*Required action:* Each entry below must be repeated exactly, with pictures left out.

*Supplied material:*
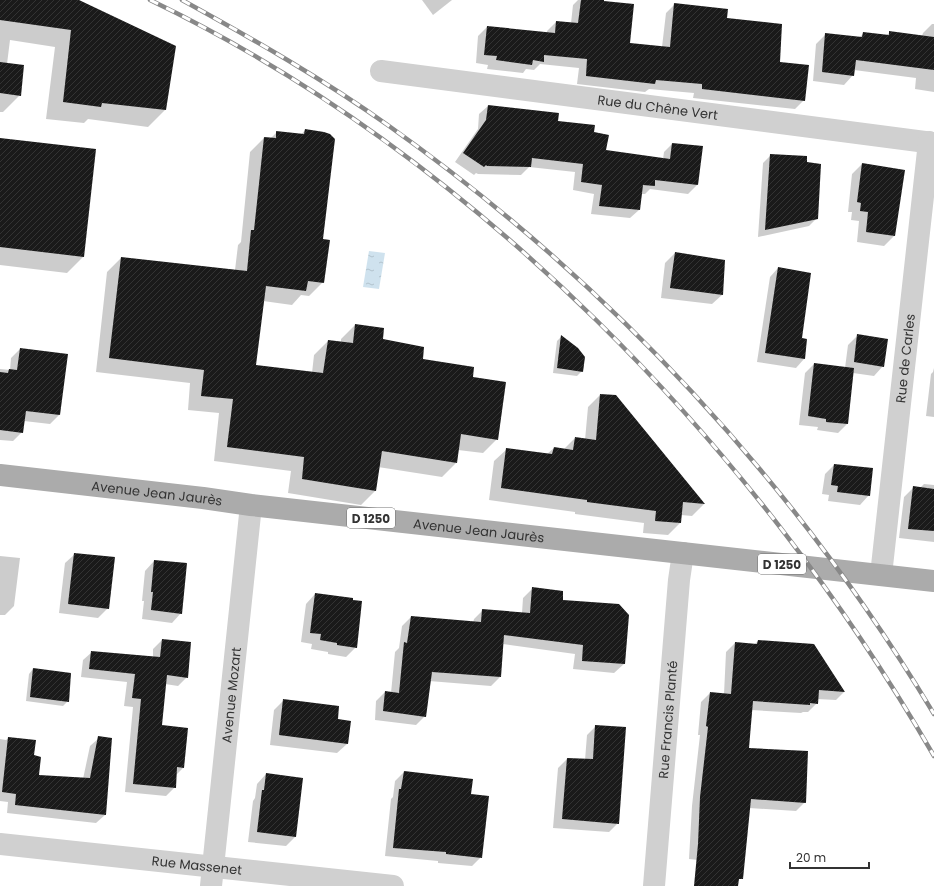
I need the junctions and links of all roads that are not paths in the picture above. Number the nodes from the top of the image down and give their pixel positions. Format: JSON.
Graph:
{"nodes":[{"id":1,"x":382,"y":71,"type":"dead end"},
{"id":2,"x":931,"y":142,"type":"edge"},
{"id":3,"x":0,"y":475,"type":"edge"},
{"id":4,"x":251,"y":505,"type":"junction"},
{"id":5,"x":683,"y":553,"type":"junction"},
{"id":6,"x":881,"y":575,"type":"junction"},
{"id":7,"x":934,"y":581,"type":"edge"},
{"id":8,"x":0,"y":844,"type":"edge"},
{"id":9,"x":212,"y":876,"type":"edge"},
{"id":10,"x":393,"y":886,"type":"edge"},
{"id":11,"x":654,"y":886,"type":"edge"}],
"edges":[{"from":1,"to":2,"type":"street","name":"Rue du Chêne Vert"},
{"from":2,"to":6,"type":"street","name":"Rue de Carles"},
{"from":3,"to":4,"type":"main road","name":"Avenue Jean Jaurès","number":"D 1250"},
{"from":4,"to":5,"type":"main road","name":"Avenue Jean Jaurès","number":"D 1250"},
{"from":4,"to":9,"type":"street","name":"Avenue Mozart"},
{"from":5,"to":6,"type":"main road","name":"Avenue Jean Jaurès","number":"D 1250"},
{"from":5,"to":11,"type":"street","name":"Rue Francis Planté"},
{"from":6,"to":7,"type":"main road","name":"Avenue Jean Jaurès","number":"D 1250"},
{"from":8,"to":9,"type":"street","name":"Rue Massenet"},
{"from":9,"to":10,"type":"street","name":"Rue Massenet"}]}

*Result:*
I need the junctions and links of all roads that are not paths in the picture above. Number the nodes from the top of the image down and give their pixel positions. Format: JSON.
Graph:
{"nodes":[{"id":1,"x":382,"y":71,"type":"dead end"},
{"id":2,"x":931,"y":142,"type":"edge"},
{"id":3,"x":0,"y":475,"type":"edge"},
{"id":4,"x":251,"y":505,"type":"junction"},
{"id":5,"x":683,"y":553,"type":"junction"},
{"id":6,"x":881,"y":575,"type":"junction"},
{"id":7,"x":934,"y":581,"type":"edge"},
{"id":8,"x":0,"y":844,"type":"edge"},
{"id":9,"x":212,"y":876,"type":"edge"},
{"id":10,"x":393,"y":886,"type":"edge"},
{"id":11,"x":654,"y":886,"type":"edge"}],
"edges":[{"from":1,"to":2,"type":"street","name":"Rue du Chêne Vert"},
{"from":2,"to":6,"type":"street","name":"Rue de Carles"},
{"from":3,"to":4,"type":"main road","name":"Avenue Jean Jaurès","number":"D 1250"},
{"from":4,"to":5,"type":"main road","name":"Avenue Jean Jaurès","number":"D 1250"},
{"from":4,"to":9,"type":"street","name":"Avenue Mozart"},
{"from":5,"to":6,"type":"main road","name":"Avenue Jean Jaurès","number":"D 1250"},
{"from":5,"to":11,"type":"street","name":"Rue Francis Planté"},
{"from":6,"to":7,"type":"main road","name":"Avenue Jean Jaurès","number":"D 1250"},
{"from":8,"to":9,"type":"street","name":"Rue Massenet"},
{"from":9,"to":10,"type":"street","name":"Rue Massenet"}]}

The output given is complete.